4 myths about indoor air quality
Indoor air quality is always better than outdoor air quality.
Among all myths about air quality, this is one of the most common. It is true that outdoor air quality in Jakarta is poor but being inside is not always safer. Not only does polluted air seep into our homes from outside, there are also many sources of pollutants inside: cooking stoves, smoking, dust, mould, pet dander, cleaning chemicals, and more. All of these can cause both short-term and long-term health problems, especially among vulnerable people like children, the elderly, pregnant women, and people with pre-existing conditions like asthma and heart disease.
Indoor air quality doesn’t affect our health.
Both indoor and outdoor air quality affects our health. In the short-term, air pollution can cause headaches, itchy eyes, difficulty breathing, nausea, and fatigue. In the long-term, it can lead to heart disease, lung disease, cancer, and stroke.
Poor indoor air quality is just as bad for our health as poor outdoor air quality. In fact, it can be even worse because we spend most of our time inside, whether at home or at work. This is why it is very important we pay attention to indoor air quality.
Plants purify indoor air.
Plants are beautiful and many people love having them inside their homes. Unfortunately, scientific research on the benefits of plants on indoor air quality remains unclear. In laboratory conditions, research suggests that plants do help purify air, including removing some toxic substances.
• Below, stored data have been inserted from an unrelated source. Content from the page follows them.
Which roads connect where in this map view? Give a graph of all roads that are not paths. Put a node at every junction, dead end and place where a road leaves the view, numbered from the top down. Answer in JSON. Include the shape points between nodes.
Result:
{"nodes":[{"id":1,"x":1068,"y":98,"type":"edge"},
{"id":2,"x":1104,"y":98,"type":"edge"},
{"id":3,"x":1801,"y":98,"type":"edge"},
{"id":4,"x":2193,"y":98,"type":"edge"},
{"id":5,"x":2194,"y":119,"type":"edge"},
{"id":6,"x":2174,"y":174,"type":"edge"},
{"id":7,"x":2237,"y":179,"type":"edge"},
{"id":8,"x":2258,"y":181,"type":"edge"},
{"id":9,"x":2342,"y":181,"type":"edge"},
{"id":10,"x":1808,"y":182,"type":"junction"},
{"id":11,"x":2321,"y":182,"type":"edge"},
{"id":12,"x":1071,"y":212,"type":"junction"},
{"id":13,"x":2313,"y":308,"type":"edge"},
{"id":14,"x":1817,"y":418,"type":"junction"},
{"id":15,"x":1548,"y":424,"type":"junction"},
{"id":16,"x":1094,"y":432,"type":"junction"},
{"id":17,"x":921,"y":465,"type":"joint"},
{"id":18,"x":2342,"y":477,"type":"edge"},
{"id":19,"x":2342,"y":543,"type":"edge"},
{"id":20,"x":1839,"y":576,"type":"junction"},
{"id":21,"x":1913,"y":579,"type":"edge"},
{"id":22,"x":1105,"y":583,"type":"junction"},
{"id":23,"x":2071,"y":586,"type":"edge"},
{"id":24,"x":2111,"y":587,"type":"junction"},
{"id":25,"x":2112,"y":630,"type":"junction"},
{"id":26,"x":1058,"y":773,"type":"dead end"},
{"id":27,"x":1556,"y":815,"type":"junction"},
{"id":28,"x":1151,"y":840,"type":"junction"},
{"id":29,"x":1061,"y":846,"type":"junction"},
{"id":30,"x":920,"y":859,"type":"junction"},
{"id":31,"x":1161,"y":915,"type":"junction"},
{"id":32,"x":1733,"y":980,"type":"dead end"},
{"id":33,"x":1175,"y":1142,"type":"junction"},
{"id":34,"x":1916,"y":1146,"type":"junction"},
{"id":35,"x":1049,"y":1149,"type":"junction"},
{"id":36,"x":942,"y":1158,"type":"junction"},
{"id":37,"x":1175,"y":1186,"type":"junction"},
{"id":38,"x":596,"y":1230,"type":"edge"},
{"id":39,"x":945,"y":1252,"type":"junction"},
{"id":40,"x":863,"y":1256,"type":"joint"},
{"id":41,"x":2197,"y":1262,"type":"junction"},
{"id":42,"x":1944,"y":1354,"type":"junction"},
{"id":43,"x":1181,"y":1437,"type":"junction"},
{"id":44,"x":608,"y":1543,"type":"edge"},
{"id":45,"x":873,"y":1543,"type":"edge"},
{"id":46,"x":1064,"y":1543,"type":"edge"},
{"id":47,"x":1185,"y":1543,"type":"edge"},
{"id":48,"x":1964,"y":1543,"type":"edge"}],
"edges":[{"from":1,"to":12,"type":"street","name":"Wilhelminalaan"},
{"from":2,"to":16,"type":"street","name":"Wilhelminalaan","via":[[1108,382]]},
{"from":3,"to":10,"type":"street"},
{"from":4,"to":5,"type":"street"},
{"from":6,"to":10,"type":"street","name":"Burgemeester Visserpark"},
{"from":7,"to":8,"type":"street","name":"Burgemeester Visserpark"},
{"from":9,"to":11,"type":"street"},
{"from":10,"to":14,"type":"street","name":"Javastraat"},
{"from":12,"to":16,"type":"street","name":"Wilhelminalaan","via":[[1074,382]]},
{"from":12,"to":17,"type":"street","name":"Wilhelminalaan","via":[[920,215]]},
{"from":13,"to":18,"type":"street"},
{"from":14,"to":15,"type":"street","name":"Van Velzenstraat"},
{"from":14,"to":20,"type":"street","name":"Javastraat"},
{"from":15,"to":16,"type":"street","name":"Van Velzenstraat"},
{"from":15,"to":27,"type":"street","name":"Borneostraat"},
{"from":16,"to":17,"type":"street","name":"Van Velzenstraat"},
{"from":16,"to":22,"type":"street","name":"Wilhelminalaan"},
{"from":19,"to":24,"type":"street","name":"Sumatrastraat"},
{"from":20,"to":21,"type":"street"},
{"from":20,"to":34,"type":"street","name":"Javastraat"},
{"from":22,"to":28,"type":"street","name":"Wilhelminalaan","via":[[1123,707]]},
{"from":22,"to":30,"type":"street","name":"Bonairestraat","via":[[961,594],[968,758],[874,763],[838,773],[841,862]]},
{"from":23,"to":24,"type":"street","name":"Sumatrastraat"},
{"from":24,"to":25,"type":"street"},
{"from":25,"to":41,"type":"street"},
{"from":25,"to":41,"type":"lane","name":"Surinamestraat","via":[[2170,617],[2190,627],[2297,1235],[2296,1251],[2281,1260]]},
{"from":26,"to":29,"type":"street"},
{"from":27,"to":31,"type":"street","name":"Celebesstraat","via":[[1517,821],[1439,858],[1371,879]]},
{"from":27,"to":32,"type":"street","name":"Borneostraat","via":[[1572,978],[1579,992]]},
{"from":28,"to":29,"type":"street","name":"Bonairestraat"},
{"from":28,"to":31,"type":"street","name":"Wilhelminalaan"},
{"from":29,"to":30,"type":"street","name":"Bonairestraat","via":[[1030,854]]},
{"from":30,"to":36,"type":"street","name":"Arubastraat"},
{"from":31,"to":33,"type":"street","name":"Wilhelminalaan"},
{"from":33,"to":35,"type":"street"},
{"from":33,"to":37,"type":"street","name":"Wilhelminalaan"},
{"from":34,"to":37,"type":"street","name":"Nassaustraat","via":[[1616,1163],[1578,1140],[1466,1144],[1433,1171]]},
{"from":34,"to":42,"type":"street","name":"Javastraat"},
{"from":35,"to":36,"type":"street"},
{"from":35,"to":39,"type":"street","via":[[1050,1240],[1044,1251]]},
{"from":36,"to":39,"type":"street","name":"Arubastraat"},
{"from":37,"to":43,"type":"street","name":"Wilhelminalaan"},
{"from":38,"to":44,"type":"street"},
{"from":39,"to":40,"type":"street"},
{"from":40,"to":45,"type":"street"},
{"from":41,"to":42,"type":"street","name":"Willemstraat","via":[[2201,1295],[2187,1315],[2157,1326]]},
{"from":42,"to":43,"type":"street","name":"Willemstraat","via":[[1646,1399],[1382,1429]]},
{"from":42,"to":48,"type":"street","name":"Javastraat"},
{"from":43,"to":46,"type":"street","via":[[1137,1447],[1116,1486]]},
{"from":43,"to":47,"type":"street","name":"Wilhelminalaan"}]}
However, in the real world – such at our homes or workplaces – the impact is less clear because room dynamics such as air flow are completely different. Plants may indeed clean the air but their impact is minimal, because there is significant air exchange between indoors and outdoors. This means while it may be nice to have indoor plants, they don’t make a major contribution to purifying indoor air.
Air fresheners and candles improve indoor air quality.
If we smell something bad in our home, or our homes feel stuffy, we may be tempted to use items like air fresheners and candles. While they may smell good and make us relaxed, unfortunately they do little to improve indoor air quality.
Air fresheners contain harmful chemicals that can build up over time, while most candles are made of paraffin, which releases smoke containing chemicals like toluene and benzene. These chemicals have been linked to asthma and even lung cancer. Beeswax candles are better for air quality because they do not release smoke.